### Data provided
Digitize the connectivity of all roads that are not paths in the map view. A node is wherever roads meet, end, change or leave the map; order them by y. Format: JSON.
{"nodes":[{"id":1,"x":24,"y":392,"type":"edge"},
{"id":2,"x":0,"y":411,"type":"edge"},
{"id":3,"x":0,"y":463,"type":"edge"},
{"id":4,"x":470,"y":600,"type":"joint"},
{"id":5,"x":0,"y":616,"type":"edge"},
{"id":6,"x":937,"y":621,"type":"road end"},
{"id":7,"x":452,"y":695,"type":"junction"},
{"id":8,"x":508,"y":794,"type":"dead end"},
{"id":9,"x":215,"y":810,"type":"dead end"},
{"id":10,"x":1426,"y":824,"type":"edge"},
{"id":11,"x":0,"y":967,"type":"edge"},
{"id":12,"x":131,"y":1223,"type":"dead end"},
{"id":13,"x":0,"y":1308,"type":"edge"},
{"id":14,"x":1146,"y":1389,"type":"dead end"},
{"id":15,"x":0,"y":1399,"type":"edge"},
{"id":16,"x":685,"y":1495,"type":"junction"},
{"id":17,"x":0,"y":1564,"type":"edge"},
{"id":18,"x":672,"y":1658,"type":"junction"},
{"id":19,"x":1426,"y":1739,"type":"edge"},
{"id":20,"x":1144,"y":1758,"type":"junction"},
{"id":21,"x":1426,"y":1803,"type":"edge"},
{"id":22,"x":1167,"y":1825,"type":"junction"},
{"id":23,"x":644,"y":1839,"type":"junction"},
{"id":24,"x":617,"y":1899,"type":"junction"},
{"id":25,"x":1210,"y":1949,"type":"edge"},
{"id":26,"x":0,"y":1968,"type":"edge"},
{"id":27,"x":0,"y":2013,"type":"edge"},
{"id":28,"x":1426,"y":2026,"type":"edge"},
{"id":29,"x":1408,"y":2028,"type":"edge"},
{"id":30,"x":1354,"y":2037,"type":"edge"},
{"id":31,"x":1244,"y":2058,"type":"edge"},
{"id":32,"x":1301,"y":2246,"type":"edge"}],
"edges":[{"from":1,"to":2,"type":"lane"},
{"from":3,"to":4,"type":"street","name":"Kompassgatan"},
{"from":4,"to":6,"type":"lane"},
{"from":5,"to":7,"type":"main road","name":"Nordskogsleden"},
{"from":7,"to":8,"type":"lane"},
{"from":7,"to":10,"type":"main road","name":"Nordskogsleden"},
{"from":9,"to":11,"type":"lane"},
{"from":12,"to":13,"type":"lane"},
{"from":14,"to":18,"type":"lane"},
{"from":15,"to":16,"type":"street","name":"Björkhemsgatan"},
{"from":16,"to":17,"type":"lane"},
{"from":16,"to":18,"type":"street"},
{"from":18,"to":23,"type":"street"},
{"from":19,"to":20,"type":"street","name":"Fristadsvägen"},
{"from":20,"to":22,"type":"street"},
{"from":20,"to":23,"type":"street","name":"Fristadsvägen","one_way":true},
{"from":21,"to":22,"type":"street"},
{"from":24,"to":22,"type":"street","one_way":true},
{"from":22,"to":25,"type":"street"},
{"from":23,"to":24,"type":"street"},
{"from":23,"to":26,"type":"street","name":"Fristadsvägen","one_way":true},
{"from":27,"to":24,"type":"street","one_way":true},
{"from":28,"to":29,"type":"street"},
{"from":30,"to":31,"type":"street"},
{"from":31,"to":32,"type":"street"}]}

### Exercise
Some lines above hold the word "Nordskogsleden". Copy all of them.

### The completed task
{"from":5,"to":7,"type":"main road","name":"Nordskogsleden"},
{"from":7,"to":10,"type":"main road","name":"Nordskogsleden"},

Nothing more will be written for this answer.